## PROBLEM TO WORK ON
Select, from the data, each line where "roads" occurs.

## RECORD EXCERPTS

○ ○ ○ ○

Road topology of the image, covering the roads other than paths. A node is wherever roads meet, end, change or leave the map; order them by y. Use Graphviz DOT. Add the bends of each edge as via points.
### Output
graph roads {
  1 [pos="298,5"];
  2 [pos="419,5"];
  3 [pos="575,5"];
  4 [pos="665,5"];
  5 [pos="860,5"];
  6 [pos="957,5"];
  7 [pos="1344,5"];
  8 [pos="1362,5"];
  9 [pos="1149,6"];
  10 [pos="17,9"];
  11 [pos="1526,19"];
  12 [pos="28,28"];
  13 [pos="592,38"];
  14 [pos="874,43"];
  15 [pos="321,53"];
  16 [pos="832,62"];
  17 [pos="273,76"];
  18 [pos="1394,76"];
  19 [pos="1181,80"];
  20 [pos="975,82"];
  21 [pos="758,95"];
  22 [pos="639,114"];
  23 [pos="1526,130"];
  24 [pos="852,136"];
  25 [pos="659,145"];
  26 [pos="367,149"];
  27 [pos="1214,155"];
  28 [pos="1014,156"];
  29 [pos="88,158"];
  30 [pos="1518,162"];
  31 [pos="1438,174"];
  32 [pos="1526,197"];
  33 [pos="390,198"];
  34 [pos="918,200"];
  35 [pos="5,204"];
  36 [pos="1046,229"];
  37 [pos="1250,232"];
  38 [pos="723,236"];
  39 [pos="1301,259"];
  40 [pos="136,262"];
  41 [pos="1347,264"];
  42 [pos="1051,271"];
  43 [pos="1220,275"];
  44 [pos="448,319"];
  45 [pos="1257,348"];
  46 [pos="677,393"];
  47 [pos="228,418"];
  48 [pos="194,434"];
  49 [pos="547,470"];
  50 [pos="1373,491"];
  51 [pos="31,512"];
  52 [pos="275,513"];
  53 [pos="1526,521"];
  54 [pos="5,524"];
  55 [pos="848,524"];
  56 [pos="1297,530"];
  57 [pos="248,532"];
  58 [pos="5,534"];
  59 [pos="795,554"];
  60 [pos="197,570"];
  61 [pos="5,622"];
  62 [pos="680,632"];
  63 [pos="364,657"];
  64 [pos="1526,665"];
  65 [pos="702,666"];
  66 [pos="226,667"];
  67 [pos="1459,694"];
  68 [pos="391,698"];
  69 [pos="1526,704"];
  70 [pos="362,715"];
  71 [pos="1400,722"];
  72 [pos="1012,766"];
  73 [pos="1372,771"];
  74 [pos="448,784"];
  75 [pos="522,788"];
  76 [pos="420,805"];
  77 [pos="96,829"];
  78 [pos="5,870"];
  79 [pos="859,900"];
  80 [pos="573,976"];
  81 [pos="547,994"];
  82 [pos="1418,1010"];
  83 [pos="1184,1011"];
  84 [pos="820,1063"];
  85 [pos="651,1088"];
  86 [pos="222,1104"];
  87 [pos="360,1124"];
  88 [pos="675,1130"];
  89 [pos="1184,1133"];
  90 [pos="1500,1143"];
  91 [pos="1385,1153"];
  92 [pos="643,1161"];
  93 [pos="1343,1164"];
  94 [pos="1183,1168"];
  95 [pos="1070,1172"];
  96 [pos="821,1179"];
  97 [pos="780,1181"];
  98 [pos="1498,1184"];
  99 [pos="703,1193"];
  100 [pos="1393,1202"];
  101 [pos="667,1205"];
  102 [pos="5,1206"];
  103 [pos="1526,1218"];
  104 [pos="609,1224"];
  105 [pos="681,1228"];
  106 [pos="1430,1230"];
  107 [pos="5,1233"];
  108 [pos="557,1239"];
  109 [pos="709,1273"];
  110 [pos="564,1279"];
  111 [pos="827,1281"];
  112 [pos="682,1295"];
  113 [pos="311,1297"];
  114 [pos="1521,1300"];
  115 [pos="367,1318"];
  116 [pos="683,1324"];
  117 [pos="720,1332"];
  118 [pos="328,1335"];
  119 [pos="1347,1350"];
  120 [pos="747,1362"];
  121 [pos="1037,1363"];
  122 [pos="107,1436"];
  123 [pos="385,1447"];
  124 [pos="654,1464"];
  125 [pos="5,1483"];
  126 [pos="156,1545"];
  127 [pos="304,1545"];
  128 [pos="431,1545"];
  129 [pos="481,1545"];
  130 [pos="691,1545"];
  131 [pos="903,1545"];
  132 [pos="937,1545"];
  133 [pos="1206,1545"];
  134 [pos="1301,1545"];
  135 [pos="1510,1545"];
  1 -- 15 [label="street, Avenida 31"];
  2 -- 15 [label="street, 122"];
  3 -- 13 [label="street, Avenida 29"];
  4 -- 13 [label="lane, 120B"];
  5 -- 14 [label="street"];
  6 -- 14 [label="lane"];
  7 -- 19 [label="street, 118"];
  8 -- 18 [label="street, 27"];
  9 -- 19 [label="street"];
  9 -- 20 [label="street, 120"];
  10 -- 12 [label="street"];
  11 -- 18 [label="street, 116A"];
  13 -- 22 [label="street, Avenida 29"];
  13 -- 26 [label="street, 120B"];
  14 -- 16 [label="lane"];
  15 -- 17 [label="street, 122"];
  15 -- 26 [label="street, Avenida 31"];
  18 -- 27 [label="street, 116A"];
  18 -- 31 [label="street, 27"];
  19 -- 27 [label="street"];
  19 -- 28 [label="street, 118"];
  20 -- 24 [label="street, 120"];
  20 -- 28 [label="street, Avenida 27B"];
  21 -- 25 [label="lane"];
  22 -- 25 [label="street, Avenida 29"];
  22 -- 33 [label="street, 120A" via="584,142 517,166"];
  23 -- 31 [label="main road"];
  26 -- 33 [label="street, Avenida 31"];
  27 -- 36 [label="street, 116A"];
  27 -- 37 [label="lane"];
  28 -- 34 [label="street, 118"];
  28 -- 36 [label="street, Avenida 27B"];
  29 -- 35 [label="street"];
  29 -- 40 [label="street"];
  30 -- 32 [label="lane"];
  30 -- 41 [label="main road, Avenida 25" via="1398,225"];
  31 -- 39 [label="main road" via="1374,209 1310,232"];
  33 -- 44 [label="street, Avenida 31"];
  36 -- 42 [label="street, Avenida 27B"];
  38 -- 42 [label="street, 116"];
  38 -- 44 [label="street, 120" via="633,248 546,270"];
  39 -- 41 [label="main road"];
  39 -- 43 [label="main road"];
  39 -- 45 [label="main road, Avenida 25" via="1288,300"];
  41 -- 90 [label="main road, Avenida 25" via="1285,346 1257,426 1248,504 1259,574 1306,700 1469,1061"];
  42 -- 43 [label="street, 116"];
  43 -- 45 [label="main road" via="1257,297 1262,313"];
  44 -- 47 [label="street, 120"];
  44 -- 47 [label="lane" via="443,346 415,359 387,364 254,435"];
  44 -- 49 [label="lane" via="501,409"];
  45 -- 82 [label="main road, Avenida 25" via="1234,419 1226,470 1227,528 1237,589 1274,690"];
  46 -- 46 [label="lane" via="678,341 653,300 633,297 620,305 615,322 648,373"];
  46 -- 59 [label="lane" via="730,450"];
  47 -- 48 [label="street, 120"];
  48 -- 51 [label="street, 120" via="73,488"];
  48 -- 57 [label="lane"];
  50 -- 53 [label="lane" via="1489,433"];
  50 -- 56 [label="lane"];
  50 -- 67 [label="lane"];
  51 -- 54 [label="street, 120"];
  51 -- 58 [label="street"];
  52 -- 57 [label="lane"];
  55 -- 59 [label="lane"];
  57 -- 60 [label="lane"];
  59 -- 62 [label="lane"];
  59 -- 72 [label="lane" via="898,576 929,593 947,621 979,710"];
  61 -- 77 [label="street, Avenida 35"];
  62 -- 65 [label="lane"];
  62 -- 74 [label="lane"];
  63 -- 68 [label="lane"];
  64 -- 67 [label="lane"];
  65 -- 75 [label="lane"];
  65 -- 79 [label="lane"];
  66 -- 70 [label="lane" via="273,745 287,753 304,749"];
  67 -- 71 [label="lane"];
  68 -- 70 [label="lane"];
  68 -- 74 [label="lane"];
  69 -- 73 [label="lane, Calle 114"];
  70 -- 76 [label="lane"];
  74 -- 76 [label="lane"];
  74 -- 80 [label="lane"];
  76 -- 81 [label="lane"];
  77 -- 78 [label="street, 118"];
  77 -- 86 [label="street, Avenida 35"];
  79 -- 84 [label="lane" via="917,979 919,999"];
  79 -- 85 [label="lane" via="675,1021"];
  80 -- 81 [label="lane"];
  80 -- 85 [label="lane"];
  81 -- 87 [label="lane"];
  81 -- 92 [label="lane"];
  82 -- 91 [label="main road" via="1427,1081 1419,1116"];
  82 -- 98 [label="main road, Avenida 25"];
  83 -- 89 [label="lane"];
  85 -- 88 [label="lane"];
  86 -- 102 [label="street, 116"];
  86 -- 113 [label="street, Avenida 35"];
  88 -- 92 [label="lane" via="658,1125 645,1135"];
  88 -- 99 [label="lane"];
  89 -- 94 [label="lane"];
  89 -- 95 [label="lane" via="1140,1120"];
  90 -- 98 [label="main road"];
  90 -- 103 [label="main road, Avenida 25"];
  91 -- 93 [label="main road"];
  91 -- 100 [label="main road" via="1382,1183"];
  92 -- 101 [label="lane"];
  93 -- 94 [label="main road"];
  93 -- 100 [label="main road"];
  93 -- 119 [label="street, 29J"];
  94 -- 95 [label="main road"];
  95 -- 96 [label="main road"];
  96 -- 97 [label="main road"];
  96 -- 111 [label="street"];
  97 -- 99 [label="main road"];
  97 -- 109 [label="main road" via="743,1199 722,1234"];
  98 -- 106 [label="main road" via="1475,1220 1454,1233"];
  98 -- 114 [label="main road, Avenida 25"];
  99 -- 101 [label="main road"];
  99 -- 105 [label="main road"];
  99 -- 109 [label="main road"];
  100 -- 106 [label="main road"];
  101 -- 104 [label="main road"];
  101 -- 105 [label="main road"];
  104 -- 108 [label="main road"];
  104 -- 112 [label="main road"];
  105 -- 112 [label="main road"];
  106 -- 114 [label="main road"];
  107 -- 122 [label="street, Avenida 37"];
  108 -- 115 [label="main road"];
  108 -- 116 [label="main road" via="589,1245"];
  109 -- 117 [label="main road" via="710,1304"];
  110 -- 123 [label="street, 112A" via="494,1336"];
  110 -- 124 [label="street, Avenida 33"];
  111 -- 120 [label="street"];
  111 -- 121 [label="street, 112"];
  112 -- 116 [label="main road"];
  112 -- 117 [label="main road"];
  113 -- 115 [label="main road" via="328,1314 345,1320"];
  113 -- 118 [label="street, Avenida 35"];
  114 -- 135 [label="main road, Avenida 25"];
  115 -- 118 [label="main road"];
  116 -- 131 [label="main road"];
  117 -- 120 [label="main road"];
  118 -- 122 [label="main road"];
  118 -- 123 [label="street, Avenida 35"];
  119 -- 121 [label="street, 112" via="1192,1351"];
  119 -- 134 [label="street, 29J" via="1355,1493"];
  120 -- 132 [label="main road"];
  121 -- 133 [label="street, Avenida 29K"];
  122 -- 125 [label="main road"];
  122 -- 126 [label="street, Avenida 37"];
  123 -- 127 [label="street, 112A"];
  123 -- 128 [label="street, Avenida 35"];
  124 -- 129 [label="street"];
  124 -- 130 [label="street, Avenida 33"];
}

○ ○ ○ ○

## RESPONSE TO THE EXERCISE
Road topology of the image, covering the roads other than paths. A node is wherever roads meet, end, change or leave the map; order them by y. Use Graphviz DOT. Add the bends of each edge as via points.
graph roads {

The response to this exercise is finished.